ABIDJAN — Ademola Lookman had to think about whether he might ever play for Nigeria. He had won the Under-20 World Cup alongside seven players who have gone on to represent England’s senior team, but Lookman is the exception. After long, serious deliberation, he chose the nation of his family heritage over the one of his birth.
Nigeria was always likely to be the easier route to regular international football, but in 2020 Lookman decided to pick England. Now the Africa Cup of Nations might be his route to an extraordinary legacy. “I’m happy I made it,” Lookman recalled last year. “This has been the best decision I ever made.” Hasn’t it just?
The same is roughly true of Lookman’s club career, which too shifted in one excellent judgement call. Wandsworth-born, Peckham-raised and Charlton Athletic-trained, Lookman’s notorious potential had got a little stuck at Everton, RB Leipzig and then Leicester City.

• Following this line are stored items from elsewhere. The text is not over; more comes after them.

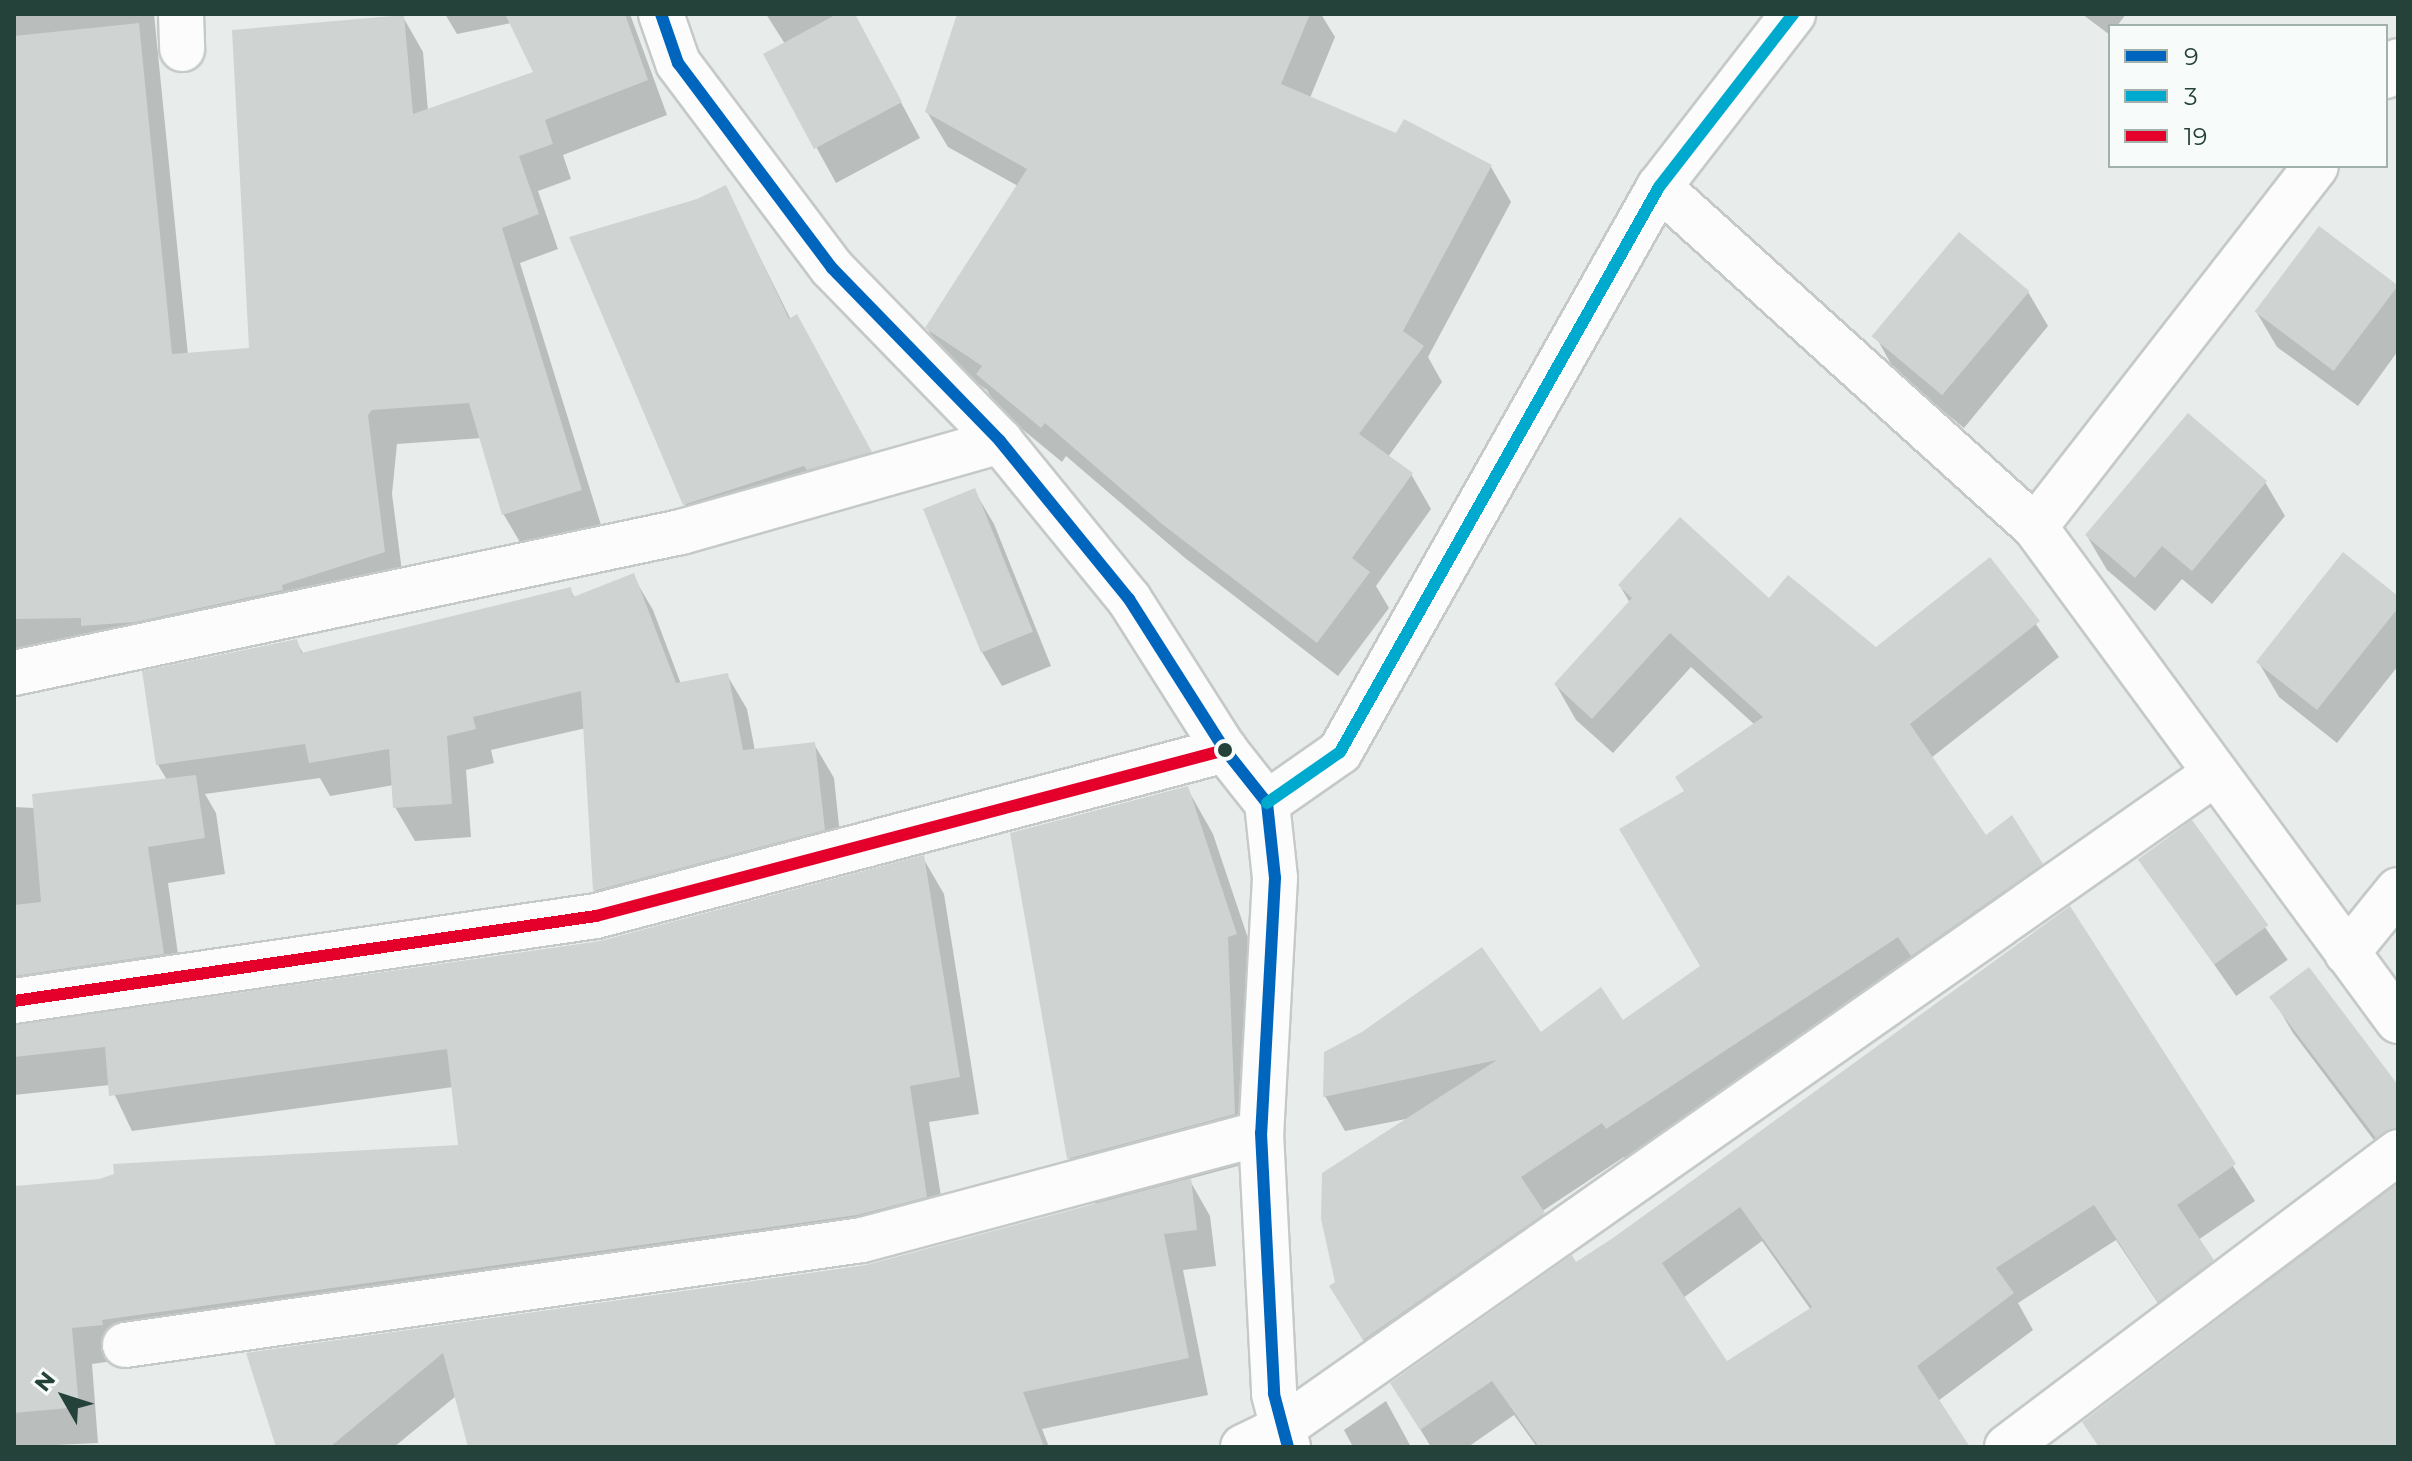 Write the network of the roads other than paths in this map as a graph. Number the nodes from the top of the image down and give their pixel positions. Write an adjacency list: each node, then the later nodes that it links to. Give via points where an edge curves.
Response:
1 (661, 14): 5 (street, via 678,63 832,268)
2 (1793, 14): 4 (street)
3 (2314, 168): 6 (street)
4 (1659, 187): 6 (street); 10 (street, via 1340,752)
5 (1000, 441): 7 (street, via 681,532); 8 (street, via 1129,599)
6 (2035, 527): 9 (street)
7 (14, 673)
8 (1225, 750): 10 (street); 13 (street, via 596,916)
9 (2213, 775): 12 (street); 18 (street)
10 (1267, 803): 15 (street, via 1275,878)
11 (2398, 890): 12 (street)
12 (2347, 953): 14 (street)
13 (14, 1001)
14 (2398, 1021)
15 (1261, 1133): 17 (street, via 862,1240); 18 (street, via 1274,1394)
16 (2398, 1152): 20 (street)
17 (125, 1345)
18 (1285, 1437): 19 (street)
19 (1243, 1447)
20 (2007, 1447) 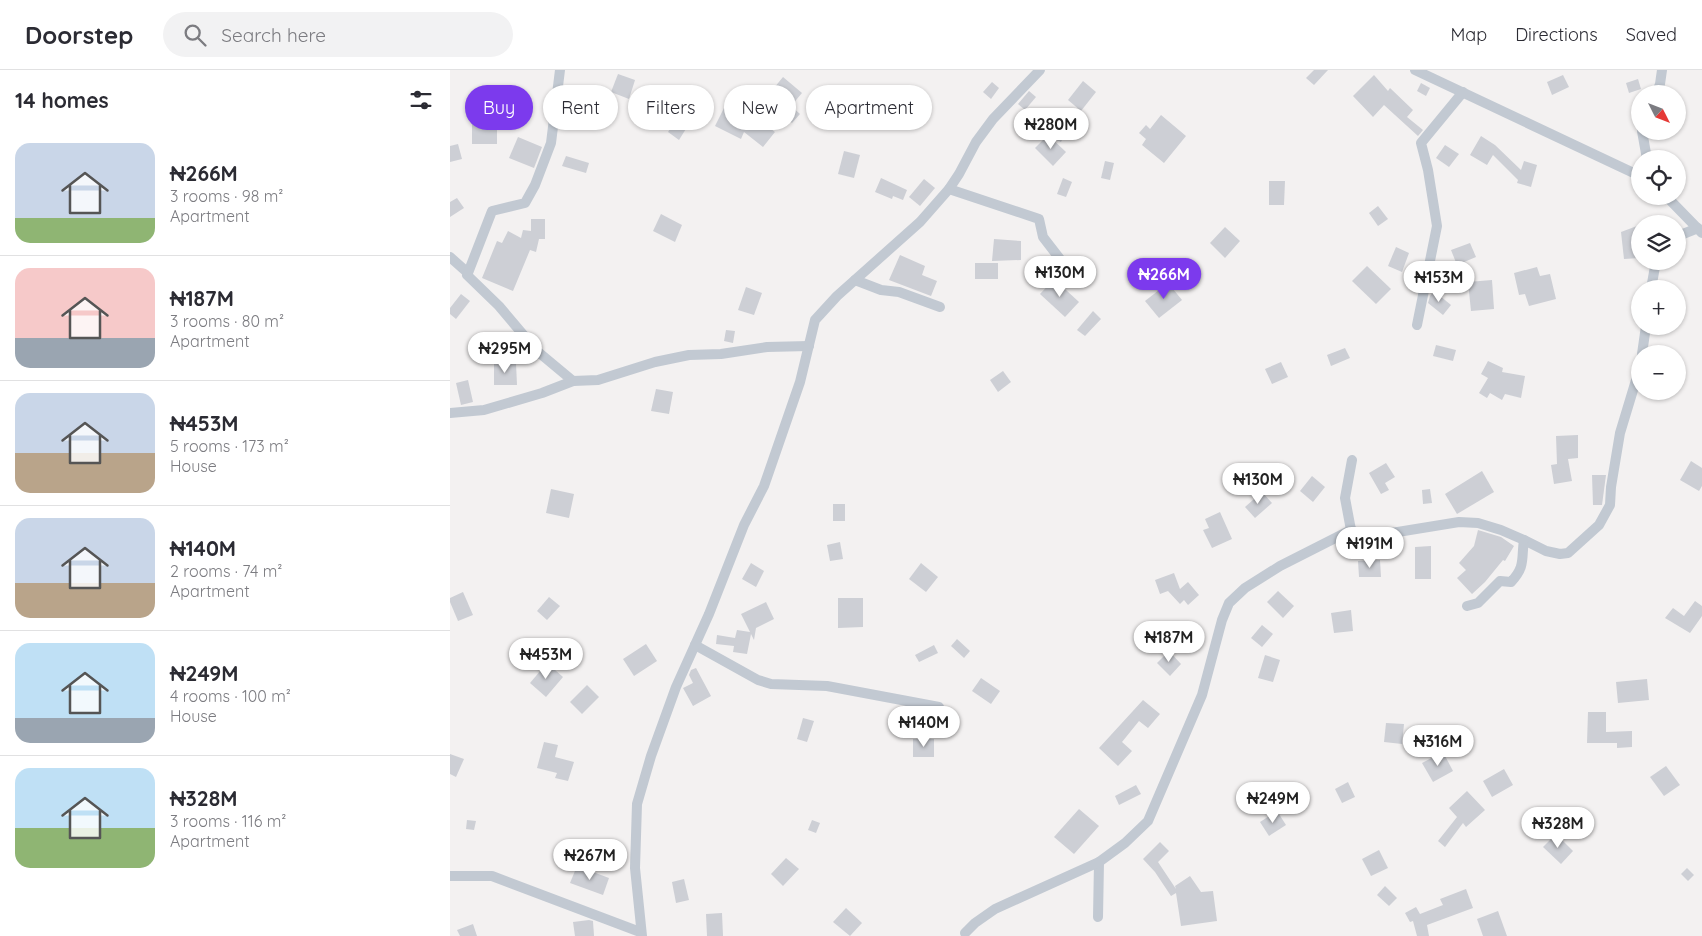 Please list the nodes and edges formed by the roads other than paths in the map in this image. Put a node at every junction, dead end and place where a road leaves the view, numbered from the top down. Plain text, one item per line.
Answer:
1 (560, 70) edge
2 (1040, 70) edge
3 (1414, 70) edge
4 (1662, 70) edge
5 (1428, 73) edge
6 (1660, 85) edge
7 (1463, 92) junction
8 (1631, 172) edge
9 (949, 190) junction
10 (1675, 205) edge
11 (1700, 231) edge
12 (1686, 234) edge
13 (450, 257) edge
14 (468, 272) junction
15 (855, 280) junction
16 (1077, 280) dead end
17 (940, 307) dead end
18 (1417, 325) dead end
19 (809, 346) junction
20 (573, 382) junction
21 (1631, 397) edge
22 (450, 413) edge
23 (1352, 460) dead end
24 (1351, 530) junction
25 (1524, 540) junction
26 (1467, 606) dead end
27 (695, 645) junction
28 (939, 707) dead end
29 (1099, 862) junction
30 (450, 876) edge
31 (1098, 917) dead end
32 (965, 933) dead end
33 (641, 934) edge

1 - 14 street
2 - 9 street
3 - 5 street
4 - 6 street
5 - 7 street
7 - 8 street
7 - 18 street
9 - 15 street
9 - 16 street
10 - 11 street
11 - 12 street
13 - 14 street
14 - 20 street
15 - 17 street
15 - 19 street
19 - 20 street
19 - 27 street
20 - 22 street
21 - 25 street
23 - 24 street
24 - 25 street
24 - 29 street
25 - 26 street
27 - 28 street
27 - 33 street
29 - 31 street
29 - 32 street
30 - 33 street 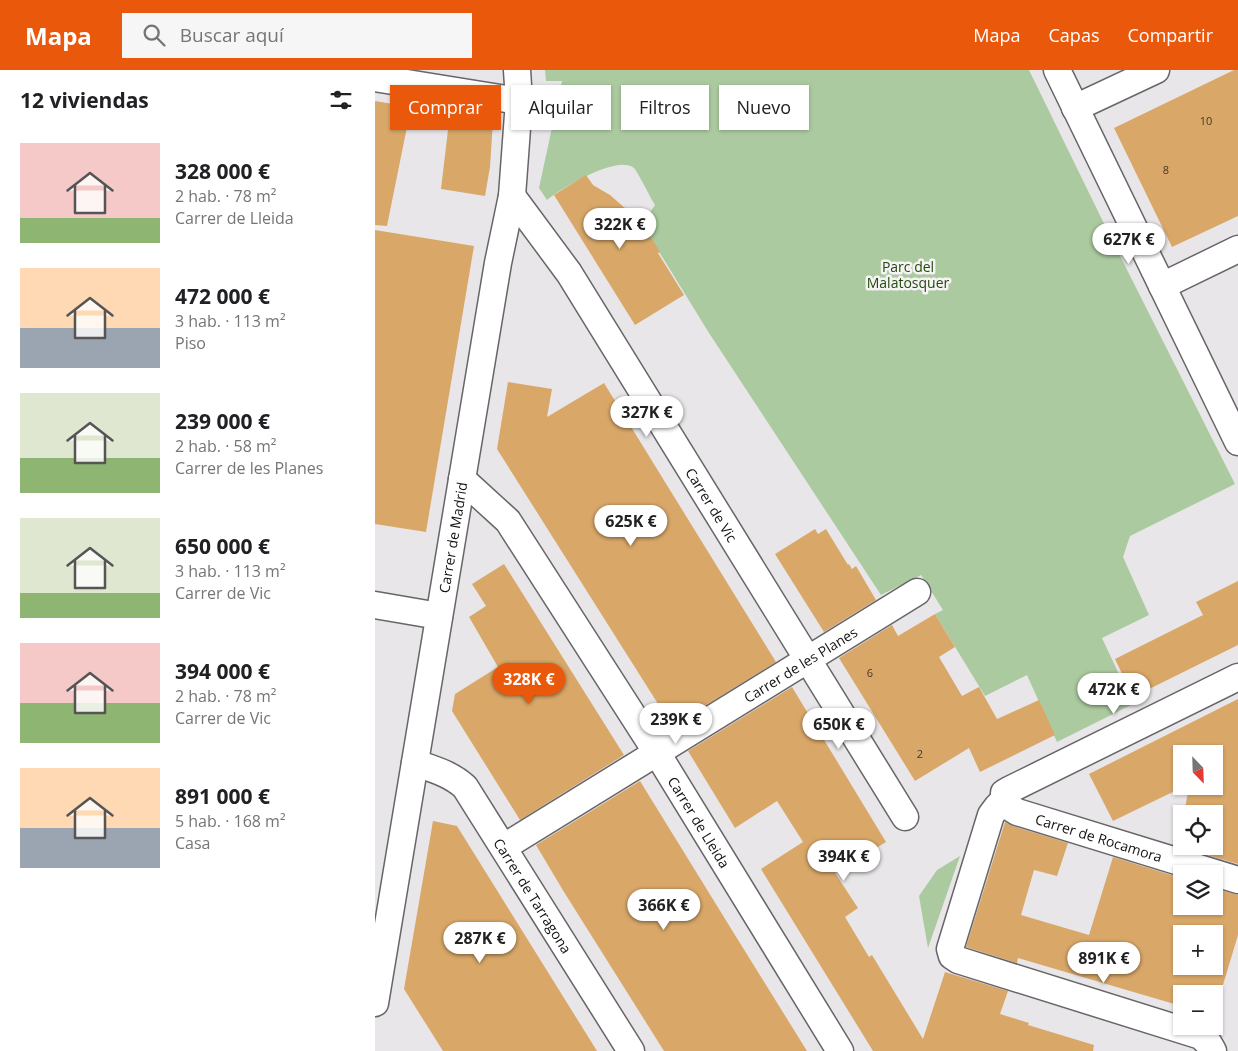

He took Atalanta’s offer to move to Bergamo in August 2022, six months after his international switch.
Last season, Lookman scored more league goals than Paulo Dybala, Romelu Lukaku and Dusan Vlahovic and more in the same team as Rasmus Hojlund. One of them subsequently moved to Manchester United for £64m. Lookman will smile wryly and say that he is happy where he is. He is a man at the top of his game. At 26, potential has gone all grown up.
Nigeria had been waiting for Lookman for two years and were quick to make him feel wanted.
He made his debut six weeks later, March 2022, in a 0-0 draw in Ghana and, when Jose Peseiro got the job in May of the same year Lookman was a prime candidate to feature in the next major tournament.
When Taiwo Awoniyi and Victor Boniface pulled out through injury, he became a likely starter.
Peseiro possessed the strongest front three at this tournament before it started and that conclusion has become more emphatic as continental giants have been toppled by a variety of David’s weapons.
Victor Osimhen’s most fervent supporters would describe him one of the top three centre forwards in world football. Moses Simon has always been a bundle of pent-up possibilities, although he is at Nantes because it has never burned with a steady flame.
Both of those have been supporting actors to Lookman’s excellence. He has scored all three of Nigeria’s knockout goals and the Super Eagles are better than anyone else at getting to semi-finals of the Africa Cup of Nations. It’s usually there that they run into better sides or their own incompetence. Only the latter may scupper them now.
The goal that eliminated Angola was supreme, a collection of technically and aesthetically beautiful elements that combined to break through stupor in stifling heat, like the perfect cocktail on a summer’s day.
Simon broke clear of a challenge he always seemed second favourite to win. Osimhen’s movement took two Angolan defenders into danger like Hamelin’s soundtrack.
Lookman finished with absolute composure with his left foot, high into the net, and then ran away with an expression that said “Fuss? What’s that about?”.
Part of the charm is that Lookman offers such flexibility and positional versatility that this Nigeria team needs.
With three central defenders, wing-backs and two passing central midfielders, the ball usually ends up out wide with Osimhen screaming for a cross or being worked infield from a similar position.
In that scenario, Lookman can be the free man – he started Serie A matches in five different positions last season. Osimhen is the penalty box presence. Simon is the winger. Lookman is whatever you want him to be.
All around this team, glorious happenstance is building to make them the most likely winners of Afcon for only the second time since 1994, a wretched record given the depth of their resources. Nobody personifies their hopes more than Lookman.
Three years ago, he was an England hopeful and a RB Leipzig player on loan to Fulham. Three months ago he had two handfuls of senior caps and a handful of dreams. Everything since has justified everything else: the best decision of his life.